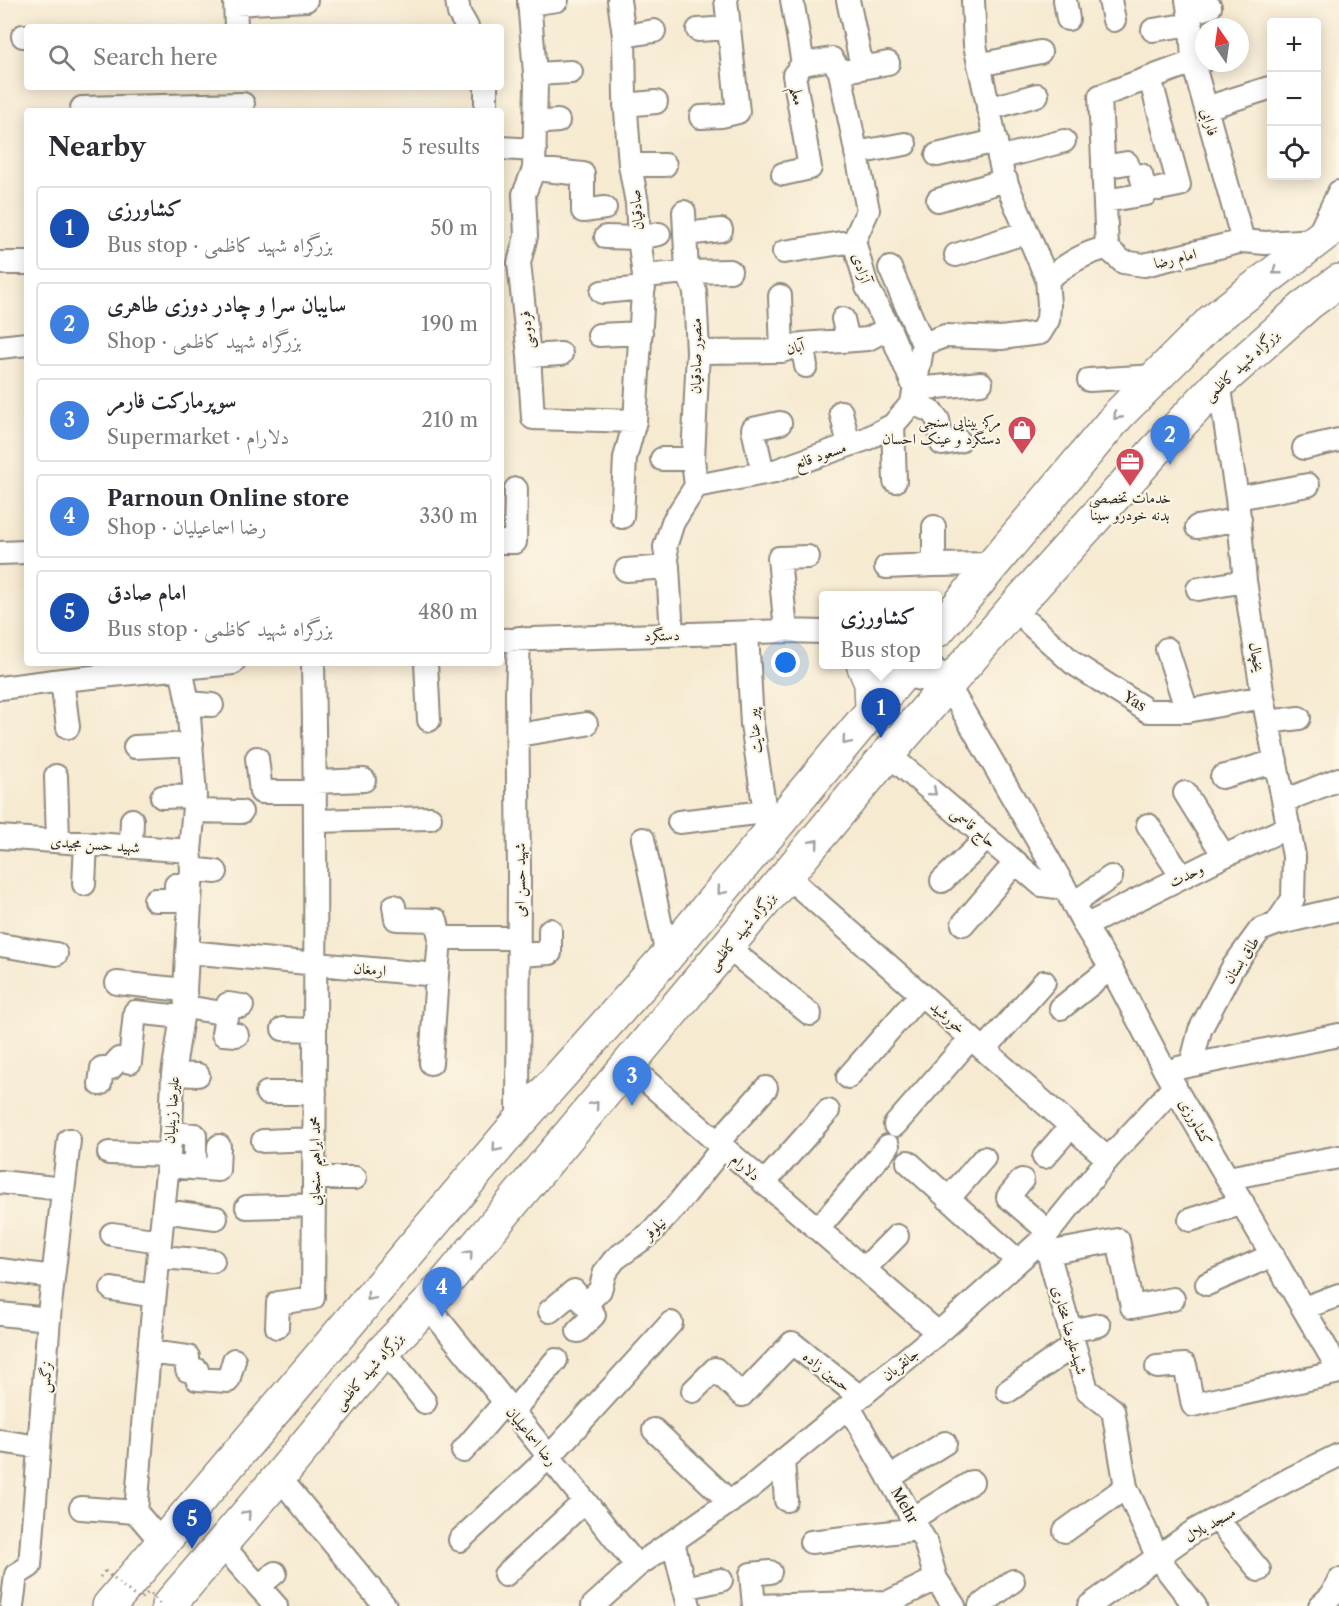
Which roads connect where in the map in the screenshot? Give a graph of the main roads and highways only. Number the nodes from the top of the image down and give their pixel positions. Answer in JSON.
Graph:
{"nodes":[{"id":1,"x":1327,"y":231,"type":"edge"},
{"id":2,"x":1339,"y":281,"type":"edge"},
{"id":3,"x":943,"y":619,"type":"edge"},
{"id":4,"x":942,"y":653,"type":"edge"},
{"id":5,"x":865,"y":669,"type":"edge"},
{"id":6,"x":914,"y":671,"type":"edge"},
{"id":7,"x":872,"y":710,"type":"junction"},
{"id":8,"x":169,"y":1605,"type":"edge"},
{"id":9,"x":109,"y":1606,"type":"edge"}],
"edges":[{"from":1,"to":3,"type":"highway","one_way":true},
{"from":2,"to":4,"type":"highway","name":"بزرگراه شهید کاظمی"},
{"from":5,"to":7,"type":"highway"},
{"from":6,"to":7,"type":"highway","name":"بزرگراه شهید کاظمی"},
{"from":8,"to":6,"type":"highway","name":"بزرگراه شهید کاظمی","one_way":true},
{"from":7,"to":9,"type":"highway","name":"بزرگراه شهید کاظمی","one_way":true}]}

|---|

== WHAT THE TASK ASKS ==
An exact reprint of the records above is required, with all pictures left out.

== OUTPUT OF THE EXERCISE ==
Which roads connect where in the map in the screenshot? Give a graph of the main roads and highways only. Number the nodes from the top of the image down and give their pixel positions. Answer in JSON.
Graph:
{"nodes":[{"id":1,"x":1327,"y":231,"type":"edge"},
{"id":2,"x":1339,"y":281,"type":"edge"},
{"id":3,"x":943,"y":619,"type":"edge"},
{"id":4,"x":942,"y":653,"type":"edge"},
{"id":5,"x":865,"y":669,"type":"edge"},
{"id":6,"x":914,"y":671,"type":"edge"},
{"id":7,"x":872,"y":710,"type":"junction"},
{"id":8,"x":169,"y":1605,"type":"edge"},
{"id":9,"x":109,"y":1606,"type":"edge"}],
"edges":[{"from":1,"to":3,"type":"highway","one_way":true},
{"from":2,"to":4,"type":"highway","name":"بزرگراه شهید کاظمی"},
{"from":5,"to":7,"type":"highway"},
{"from":6,"to":7,"type":"highway","name":"بزرگراه شهید کاظمی"},
{"from":8,"to":6,"type":"highway","name":"بزرگراه شهید کاظمی","one_way":true},
{"from":7,"to":9,"type":"highway","name":"بزرگراه شهید کاظمی","one_way":true}]}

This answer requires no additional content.